Once you have had a Lab, there is no going back. Beautiful pup!


----------



## FOMOGO (May 4, 2022)

She's a cutie alright. Good on you for adopting her. Mike


----------



## Dhal22 (May 4, 2022)

Eyerelief said:


> Once you have had a Lab, there is no going back. Beautiful pup!




Agree,  other than I chose a non shedding version the most recent time (labradoodle).  Same eagerness to please,  friendliness,  fetching fanatic but very low shedding.


----------



## eugene13 (May 4, 2022)

When deciding what color Lab you want you must figure out where you want to see the hair, In the butter (black) or on the carpet (yellow) because you're going to have hair, Good luck with your pup, she looks like a sweetie.


----------



## woodchucker (May 5, 2022)

Eyerelief said:


> Once you have had a Lab, there is no going back.

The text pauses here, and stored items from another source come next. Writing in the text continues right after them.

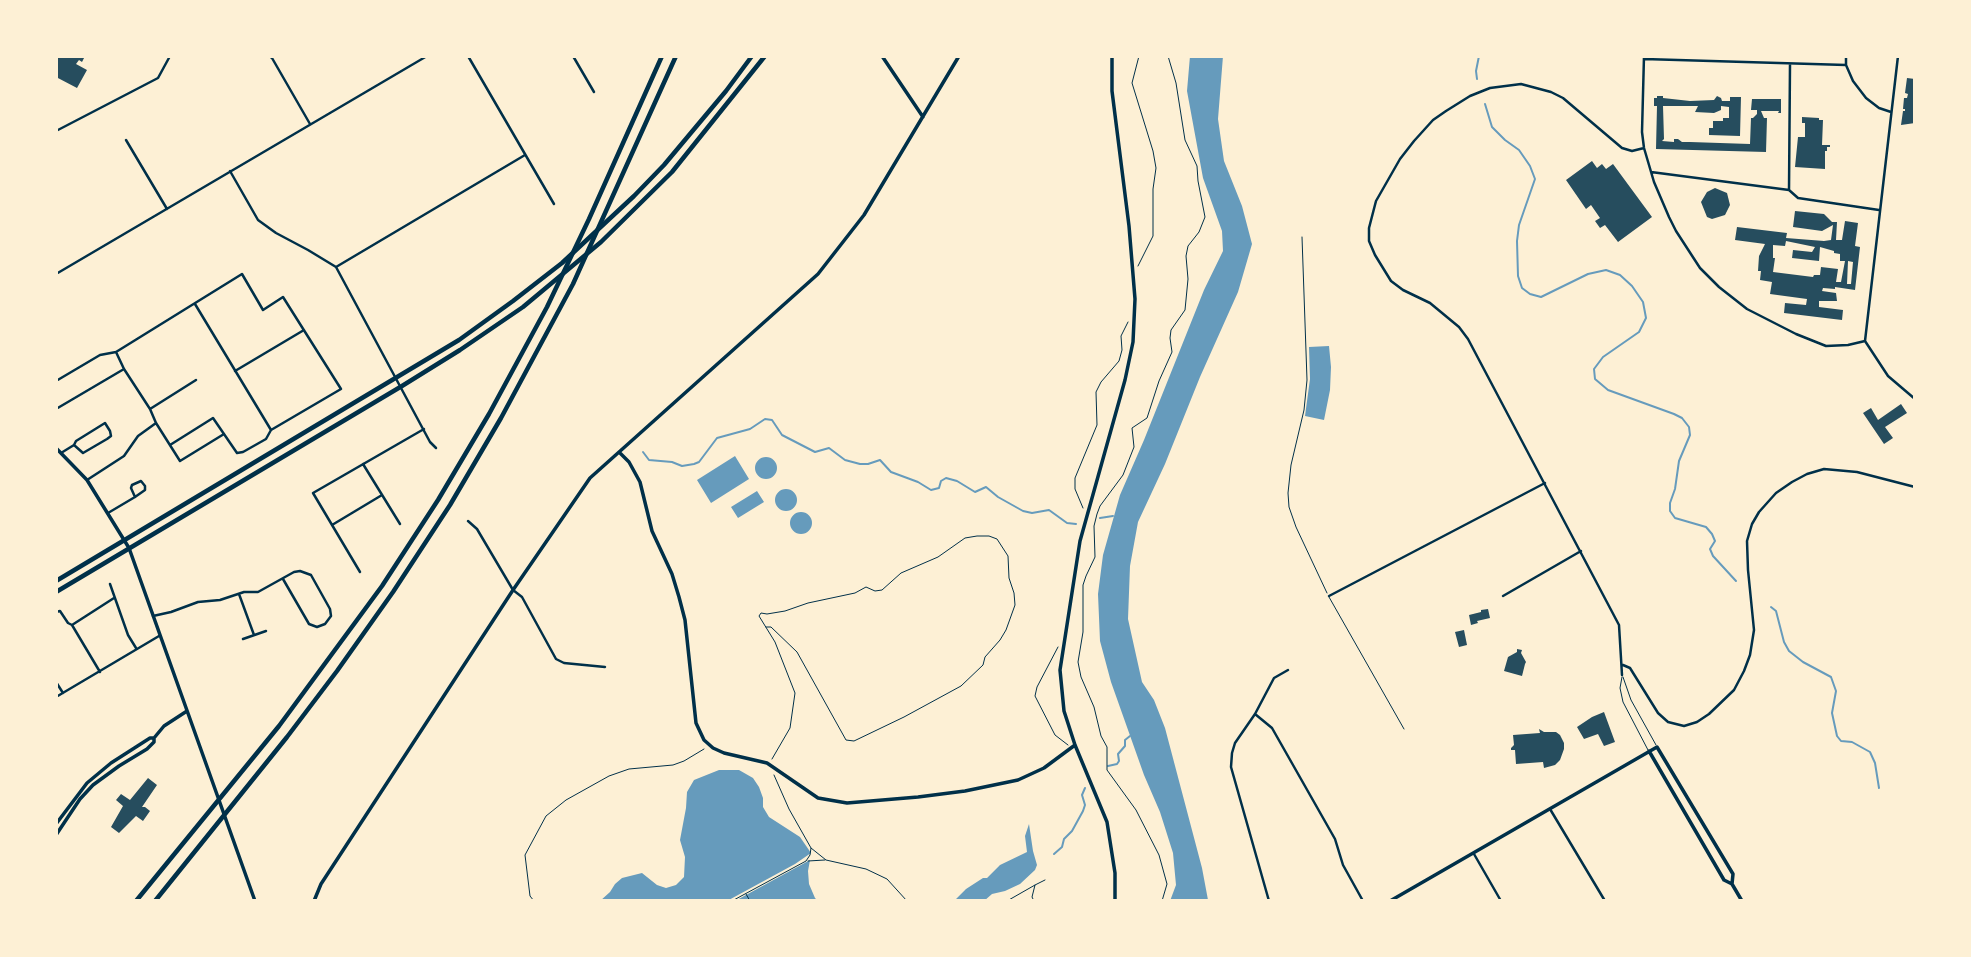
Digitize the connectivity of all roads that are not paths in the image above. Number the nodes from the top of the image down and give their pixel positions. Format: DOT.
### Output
graph roads {
  1 [pos="170,56"];
  2 [pos="269,56"];
  3 [pos="427,56"];
  4 [pos="468,56"];
  5 [pos="573,56"];
  6 [pos="662,56"];
  7 [pos="676,56"];
  8 [pos="752,56"];
  9 [pos="765,56"];
  10 [pos="882,56"];
  11 [pos="960,56"];
  12 [pos="1112,56"];
  13 [pos="1846,56"];
  14 [pos="1898,56"];
  15 [pos="1644,57"];
  16 [pos="1790,63"];
  17 [pos="1846,65"];
  18 [pos="594,92"];
  19 [pos="1891,112"];
  20 [pos="923,117"];
  21 [pos="310,124"];
  22 [pos="56,131"];
  23 [pos="126,140"];
  24 [pos="1644,148"];
  25 [pos="525,155"];
  26 [pos="230,171"];
  27 [pos="1651,172"];
  28 [pos="1788,190"];
  29 [pos="554,204"];
  30 [pos="167,209"];
  31 [pos="1880,211"];
  32 [pos="1302,237"];
  33 [pos="336,267"];
  34 [pos="56,274"];
  35 [pos="195,304"];
  36 [pos="304,330"];
  37 [pos="1865,341"];
  38 [pos="116,352"];
  39 [pos="124,369"];
  40 [pos="235,371"];
  41 [pos="396,378"];
  42 [pos="196,380"];
  43 [pos="56,381"];
  44 [pos="402,386"];
  45 [pos="1915,399"];
  46 [pos="56,409"];
  47 [pos="150,409"];
  48 [pos="156,424"];
  49 [pos="424,429"];
  50 [pos="271,430"];
  51 [pos="224,434"];
  52 [pos="75,445"];
  53 [pos="170,445"];
  54 [pos="436,448"];
  55 [pos="56,449"];
  56 [pos="619,452"];
  57 [pos="61,453"];
  58 [pos="363,464"];
  59 [pos="87,480"];
  60 [pos="1545,483"];
  61 [pos="1915,487"];
  62 [pos="382,495"];
  63 [pos="135,497"];
  64 [pos="108,513"];
  65 [pos="468,522"];
  66 [pos="400,524"];
  67 [pos="332,525"];
  68 [pos="124,541"];
  69 [pos="129,548"];
  70 [pos="1581,551"];
  71 [pos="360,572"];
  72 [pos="283,579"];
  73 [pos="56,581"];
  74 [pos="110,583"];
  75 [pos="513,590"];
  76 [pos="56,592"];
  77 [pos="239,594"];
  78 [pos="1329,596"];
  79 [pos="1503,596"];
  80 [pos="114,598"];
  81 [pos="56,612"];
  82 [pos="153,616"];
  83 [pos="72,625"];
  84 [pos="266,631"];
  85 [pos="254,635"];
  86 [pos="159,636"];
  87 [pos="243,639"];
  88 [pos="137,649"];
  89 [pos="1622,665"];
  90 [pos="605,667"];
  91 [pos="1288,670"];
  92 [pos="100,672"];
  93 [pos="1622,675"];
  94 [pos="56,682"];
  95 [pos="63,693"];
  96 [pos="56,697"];
  97 [pos="187,711"];
  98 [pos="1255,714"];
  99 [pos="1404,729"];
  100 [pos="154,738"];
  101 [pos="1075,745"];
  102 [pos="1657,747"];
  103 [pos="1649,751"];
  104 [pos="1550,809"];
  105 [pos="56,824"];
  106 [pos="56,835"];
  107 [pos="1474,853"];
  108 [pos="1732,884"];
  109 [pos="136,901"];
  110 [pos="155,901"];
  111 [pos="255,901"];
  112 [pos="314,901"];
  113 [pos="1115,901"];
  114 [pos="1269,901"];
  115 [pos="1363,901"];
  116 [pos="1390,901"];
  117 [pos="1502,901"];
  118 [pos="1605,901"];
  119 [pos="1742,901"];
  1 -- 22 [label="street"];
  2 -- 21 [label="street"];
  3 -- 21 [label="street"];
  4 -- 25 [label="street"];
  5 -- 18 [label="street"];
  6 -- 109 [label="main road"];
  7 -- 110 [label="main road"];
  8 -- 41 [label="main road"];
  9 -- 44 [label="main road"];
  10 -- 20 [label="street"];
  11 -- 20 [label="street"];
  12 -- 101 [label="street"];
  13 -- 17 [label="street"];
  14 -- 19 [label="street"];
  15 -- 16 [label="street"];
  15 -- 24 [label="street"];
  16 -- 17 [label="street"];
  16 -- 28 [label="street"];
  17 -- 19 [label="street"];
  19 -- 31 [label="street"];
  20 -- 56 [label="street"];
  21 -- 26 [label="street"];
  23 -- 30 [label="street"];
  24 -- 27 [label="street"];
  24 -- 60 [label="street"];
  25 -- 29 [label="street"];
  25 -- 33 [label="street"];
  26 -- 30 [label="street"];
  26 -- 33 [label="street"];
  27 -- 28 [label="street"];
  27 -- 37 [label="street"];
  28 -- 31 [label="street"];
  30 -- 34 [label="street"];
  31 -- 37 [label="street"];
  32 -- 78 [label="lane"];
  33 -- 41 [label="street"];
  35 -- 36 [label="street"];
  35 -- 38 [label="street"];
  35 -- 40 [label="street"];
  36 -- 40 [label="street"];
  36 -- 50 [label="street"];
  37 -- 45 [label="street"];
  38 -- 39 [label="street"];
  38 -- 43 [label="street"];
  39 -- 46 [label="street"];
  39 -- 47 [label="street"];
  40 -- 50 [label="street"];
  41 -- 44 [label="street"];
  41 -- 68 [label="main road"];
  42 -- 47 [label="street"];
  44 -- 49 [label="street"];
  44 -- 69 [label="main road"];
  47 -- 48 [label="street"];
  48 -- 53 [label="street"];
  48 -- 59 [label="street"];
  49 -- 54 [label="street"];
  49 -- 58 [label="street"];
  50 -- 51 [label="street"];
  51 -- 53 [label="street"];
  51 -- 53 [label="street"];
  52 -- 52 [label="street"];
  52 -- 57 [label="street"];
  55 -- 57 [label="street"];
  56 -- 75 [label="street"];
  56 -- 101 [label="street"];
  57 -- 59 [label="street"];
  58 -- 62 [label="street"];
  58 -- 67 [label="street"];
  59 -- 64 [label="street"];
  60 -- 70 [label="street"];
  60 -- 78 [label="street"];
  61 -- 89 [label="street"];
  62 -- 66 [label="street"];
  62 -- 67 [label="street"];
  63 -- 63 [label="street"];
  63 -- 64 [label="street"];
  64 -- 68 [label="street"];
  65 -- 75 [label="street"];
  67 -- 71 [label="street"];
  68 -- 69 [label="street"];
  68 -- 73 [label="main road"];
  69 -- 76 [label="main road"];
  69 -- 82 [label="street"];
  70 -- 79 [label="street"];
  70 -- 89 [label="street"];
  72 -- 72 [label="street"];
  72 -- 77 [label="street"];
  74 -- 80 [label="street"];
  75 -- 90 [label="street"];
  75 -- 112 [label="street"];
  77 -- 82 [label="street"];
  77 -- 85 [label="street"];
  78 -- 99 [label="lane"];
  80 -- 83 [label="street"];
  80 -- 88 [label="street"];
  81 -- 83 [label="street"];
  82 -- 86 [label="street"];
  83 -- 92 [label="street"];
  84 -- 85 [label="street"];
  85 -- 87 [label="street"];
  86 -- 88 [label="street"];
  86 -- 97 [label="street"];
  88 -- 92 [label="street"];
  89 -- 93 [label="street"];
  91 -- 98 [label="street"];
  92 -- 95 [label="street"];
  93 -- 102 [label="lane"];
  93 -- 103 [label="lane"];
  94 -- 95 [label="street"];
  95 -- 96 [label="street"];
  97 -- 100 [label="street"];
  97 -- 111 [label="street"];
  98 -- 114 [label="street"];
  98 -- 115 [label="street"];
  100 -- 105 [label="street"];
  100 -- 106 [label="street"];
  101 -- 113 [label="street"];
  102 -- 103 [label="street"];
  102 -- 108 [label="street"];
  103 -- 104 [label="street"];
  103 -- 108 [label="street"];
  104 -- 107 [label="street"];
  104 -- 118 [label="street"];
  107 -- 116 [label="street"];
  107 -- 117 [label="street"];
  108 -- 119 [label="street"];
}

Beautiful pup!


Or Border Collie, or German Sheppard, or mutt, or .... any medium to large dog.


----------



## woodchucker (May 5, 2022)

eugene13 said:


> When deciding what color Lab you want you must figure out where you want to see the hair, In the butter (black) or on the carpet (yellow) because you're going to have hair, Good luck with your pup, she looks like a sweetie.


I have a German Shedder, my wife vacuums and immediately needs to vacuum again.
But we would not trade him for anything.


----------



## mmcmdl (May 5, 2022)

woodchucker said:


> I have a German Shedder, my wife vacuums and immediately needs to vacuum again.
> But we would not trade him for anything.


I'm with you Jeff , everything I own is for sale other than the dogs ............................I'de give them away !   You know I'm kidding , ours are part of the family .


----------



## markba633csi (May 5, 2022)

Labs are or were the most popular breed ever- I can attest, having had a black one


----------



## Jim F (May 5, 2022)

I have the dumbest Border Collie alive.......
That is what happens when you throw Pit into the mix,,,,,,


----------



## mickri (May 5, 2022)

We had a jet black half lab half golden retriever.  A long haired black lab.  I didn't notice much shedding except for the time my daughter gave Cannon a bath in the bathtub instead of outside.  What a mess.  We also had a half pug half chihuahua.  We weren't going to have a wimpy dog with a wimpy name.  So we named him Fang.  When he grew up his jaw was offset to one side with a fang sticking out.  Grew into his name.  I haven't had a dog since these two.  Living on a sailboat is not a good home for a dog.  When I moved back to land I took care of my elderly mother who was deathly afraid that a dog would cause her to trip and fall.  So no dog.  Now I am on the go so much that a dog does not fit in my life style.  My daughter lives  on a cattle ranch.  They have more cattle dogs than you can shake a stick at.  Get my dog fix when I visit her.


----------



## woodchucker (May 5, 2022)

even outside when I give my German Shedder a bath ( I did today first time since last summer)... there is fur all over the place. I am covered , the ground is covered, my hands are covered . it's a real FUR BALL.


----------



## Alcap (May 6, 2022)

She will give you so much joy . Here’s our 2 1/2 girl . She loves my grandson.


----------



## mmcmdl (May 7, 2022)

I put my 3 to work today and this is all I got out of them . Guess good workers are hard to find .


----------



## Mini Cooper S (May 7, 2022)

mmcmdl said:


> I put my 3 to work today and this is all I got out of them . Guess good workers are hard to find .



Looks like a productive day!


----------



## NCjeeper (May 7, 2022)

I finally wore him out.


----------



## jbobb1 (May 7, 2022)

This is where I find my help. Always ready to..................hide!


----------



## f350ca (May 7, 2022)

I honestly don't think at 7 months old you can wear Lucy out.



Greg


----------



## eugene13 (May 8, 2022)

OK, you've forced me to prove I have a dog, this is Marz at about 6 months and a year, mom gets to spoil him.  We conserve water by letting him pre-clean the plates.  He is Lab #7.


----------